Because the nature of the GFTA is
voluntary and inclusive, it embraces state sovereignty. Membership
is based solely on a country's commitment to a liberal trading
order as demonstrated by its economic policies. Numerical targets
that determine membership allow for self-selection, based on a
country's economic policy decisions; membership is solely under the
control of each country.
Using the Index factors listed
above, 11 countries would qualify for the GFTA immediately because
they already have very open markets. These countries are
Chile, the
Czech Republic, Denmark, Estonia, Hong Kong, Ireland,
Luxembourg,
New Zealand, Singapore, the
United Kingdom, and the United States. (See Chart 1.) Next in
line are the 26 countries that miss qualifying by falling short on
just one of the four factors.
As
Chart 1 shows, the 11
countries represent major regions of the world. The periphery
countries in Europe and the Asia-Pacific region are also
represented. Chile secures a foothold for Latin America, and the
United States anchors North America. Policies, not geography, are
what define the GFTA.

The
success of the GFTA for the first 11 members would attract other
countries to reform in order to join. Without any American
finger-pointing about the merits of liberalization, they would have
an incentive to open their markets further to qualify for the GFTA.
Reform would be in their best interest. A system based on rewarding
markets that have already opened will change the way countries
think about trade. No longer will open economies need to wrangle
over winning concessions from closed countries to further free
trade. Instead, free trade will be seen for what it is--a policy
that gives countries that embrace it a massive economic
advantage.
Table 1 lists the 26
countries that just miss eligibility for GFTA membership by one
factor. If these countries were to remove the obstacle to
eligibility listed in the table, they too would qualify for the
GFTA to gain greater access to the markets of the United States and
the other 10 countries. Such a "carrot" would do far more than
diplomatic "sticks" to advance free trade.
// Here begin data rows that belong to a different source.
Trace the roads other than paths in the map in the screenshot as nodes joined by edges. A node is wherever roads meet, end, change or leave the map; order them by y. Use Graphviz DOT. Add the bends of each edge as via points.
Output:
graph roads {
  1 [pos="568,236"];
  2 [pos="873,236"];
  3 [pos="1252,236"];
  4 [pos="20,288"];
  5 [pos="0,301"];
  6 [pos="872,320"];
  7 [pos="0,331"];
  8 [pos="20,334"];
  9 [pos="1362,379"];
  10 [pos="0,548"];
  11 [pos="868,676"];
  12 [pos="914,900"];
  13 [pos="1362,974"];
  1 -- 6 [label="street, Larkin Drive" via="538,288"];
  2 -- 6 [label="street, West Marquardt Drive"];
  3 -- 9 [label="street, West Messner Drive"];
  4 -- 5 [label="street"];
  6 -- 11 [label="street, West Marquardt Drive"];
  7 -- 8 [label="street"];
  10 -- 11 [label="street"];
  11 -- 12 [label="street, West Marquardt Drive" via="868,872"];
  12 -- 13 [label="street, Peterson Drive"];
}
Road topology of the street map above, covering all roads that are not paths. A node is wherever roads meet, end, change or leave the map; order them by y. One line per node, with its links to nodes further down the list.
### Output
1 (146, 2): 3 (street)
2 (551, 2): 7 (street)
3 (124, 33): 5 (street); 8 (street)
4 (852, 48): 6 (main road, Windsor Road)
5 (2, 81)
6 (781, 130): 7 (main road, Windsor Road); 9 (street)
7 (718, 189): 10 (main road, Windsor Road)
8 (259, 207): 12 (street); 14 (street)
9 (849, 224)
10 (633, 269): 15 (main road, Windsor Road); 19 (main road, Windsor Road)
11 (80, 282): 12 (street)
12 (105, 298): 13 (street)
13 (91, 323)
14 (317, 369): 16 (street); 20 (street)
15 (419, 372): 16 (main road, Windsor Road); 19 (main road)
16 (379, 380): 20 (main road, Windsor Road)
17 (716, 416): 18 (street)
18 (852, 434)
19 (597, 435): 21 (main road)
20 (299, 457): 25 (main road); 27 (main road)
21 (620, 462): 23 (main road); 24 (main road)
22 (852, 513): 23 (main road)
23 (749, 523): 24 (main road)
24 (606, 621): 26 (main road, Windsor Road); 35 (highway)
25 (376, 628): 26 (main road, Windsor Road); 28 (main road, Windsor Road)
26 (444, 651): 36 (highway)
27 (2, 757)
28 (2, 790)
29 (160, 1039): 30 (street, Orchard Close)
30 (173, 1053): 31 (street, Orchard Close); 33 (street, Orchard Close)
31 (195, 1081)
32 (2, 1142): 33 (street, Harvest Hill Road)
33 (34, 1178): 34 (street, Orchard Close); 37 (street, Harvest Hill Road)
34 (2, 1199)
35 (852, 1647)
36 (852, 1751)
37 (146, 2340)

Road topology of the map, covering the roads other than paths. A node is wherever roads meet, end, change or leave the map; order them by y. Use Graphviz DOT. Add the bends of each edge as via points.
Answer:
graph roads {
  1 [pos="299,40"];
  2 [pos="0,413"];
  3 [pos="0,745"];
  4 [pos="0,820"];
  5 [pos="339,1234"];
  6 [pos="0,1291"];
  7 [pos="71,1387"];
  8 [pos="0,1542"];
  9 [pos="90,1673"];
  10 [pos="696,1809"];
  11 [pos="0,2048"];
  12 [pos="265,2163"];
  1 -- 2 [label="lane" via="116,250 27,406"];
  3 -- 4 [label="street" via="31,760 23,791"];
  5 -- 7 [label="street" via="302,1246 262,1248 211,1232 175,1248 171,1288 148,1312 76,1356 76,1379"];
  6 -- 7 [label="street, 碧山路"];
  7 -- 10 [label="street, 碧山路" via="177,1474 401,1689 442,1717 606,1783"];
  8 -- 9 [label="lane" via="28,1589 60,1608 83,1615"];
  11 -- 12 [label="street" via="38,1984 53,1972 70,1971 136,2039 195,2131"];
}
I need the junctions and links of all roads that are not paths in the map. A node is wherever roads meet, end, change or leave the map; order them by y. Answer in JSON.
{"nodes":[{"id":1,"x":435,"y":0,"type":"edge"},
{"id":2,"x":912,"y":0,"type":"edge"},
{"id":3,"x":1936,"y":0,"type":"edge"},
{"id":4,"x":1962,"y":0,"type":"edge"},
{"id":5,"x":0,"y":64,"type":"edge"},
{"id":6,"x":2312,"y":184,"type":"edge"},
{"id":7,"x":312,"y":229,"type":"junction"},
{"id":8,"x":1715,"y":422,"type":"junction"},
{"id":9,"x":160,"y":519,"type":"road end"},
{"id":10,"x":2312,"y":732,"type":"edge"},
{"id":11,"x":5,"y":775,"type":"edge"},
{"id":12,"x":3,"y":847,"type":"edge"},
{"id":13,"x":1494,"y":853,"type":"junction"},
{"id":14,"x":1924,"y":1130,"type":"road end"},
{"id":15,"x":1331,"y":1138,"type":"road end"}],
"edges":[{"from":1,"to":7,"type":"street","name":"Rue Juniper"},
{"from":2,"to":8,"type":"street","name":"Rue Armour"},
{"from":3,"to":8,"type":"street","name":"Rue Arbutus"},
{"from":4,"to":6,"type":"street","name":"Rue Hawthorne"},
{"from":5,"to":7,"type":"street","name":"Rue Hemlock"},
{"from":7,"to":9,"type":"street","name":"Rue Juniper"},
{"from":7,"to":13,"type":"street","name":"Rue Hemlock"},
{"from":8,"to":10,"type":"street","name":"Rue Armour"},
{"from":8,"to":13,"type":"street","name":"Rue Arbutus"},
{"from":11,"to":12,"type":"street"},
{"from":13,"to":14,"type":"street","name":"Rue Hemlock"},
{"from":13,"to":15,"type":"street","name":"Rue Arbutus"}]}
PROMOTING ECONOMIC GROWTH AND ECONOMIC
FREEDOM
To demonstrate the economic benefits that come from maintaining
market-friendly institutions, consider the following comparison:
how Index countries score on the four GFTA criteria and their per
capita GDP. Once a country's
scores in trade policy, capital flows and foreign investment,
property rights, and regulation are averaged, its openness to trade
can be numerically graded and a new "trade openness index" can be
created. Based on their grade, countries can be ranked as "open,"
"mostly open," mostly closed," and "closed."
As
Chart 2 illustrates,
open countries accumulate more wealth than less open countries do:
The "open" countries realize over twice the GDP as do "mostly open"
countries, while "mostly open" countries have well over twice (2.5)
the GDP of "mostly closed" countries.
Because the GFTA is likely to encourage
member countries to develop internal incentives to stimulate faster
economic growth, their GDPs will expand. Such incentives could well
include freer movement of capital within the association, setting
numerically the lowest rates of subsidies between members, and
diminishing hidden tariffs. As GFTA countries' GDPs improve, other
countries will find themselves subject to increasing internal
pressure to increase their own economic freedom in order to
compete. This is a win-win scenario for global prosperity.

CONCLUSION
Trade promotes economic growth in countries with vastly different
government structures, primarily because it fosters market
competition and innovation. These in turn bring consumers more
choices and better opportunities to improve their standard of
living. This spurs companies to develop even better products and to
bring more of those goods and services to market, which in turn
helps to keep prices low and quality high. The winners are the
people themselves.
The
time is right to initiate the Global Free Trade Association and
enable more people to prosper. The GFTA promises to promote
economic growth and economic freedom around the world by securing
the benefits of free trade for member countries while giving
non-member countries an incentive to make market-friendly reforms
in order to qualify for membership.
John C. Hulsman,
Ph.D., is Research Fellow for European Affairs in the
Kathryn and Shelby Cullom Davis Institute for International
Studies, and Aaron Schavey
is a Policy Analyst in the Center for International Trade and
Economics (CITE), at The Heritage Foundation.
Lenore
Sek, Vladimir Pregelj, and Arlene Wilson, "The World Trade
Organization: The Debate in the United States," Congressional
Research Service CRS Report No. RL30521, April 12, 2000, at
http://www.cnie.org/nle/inter-42.html.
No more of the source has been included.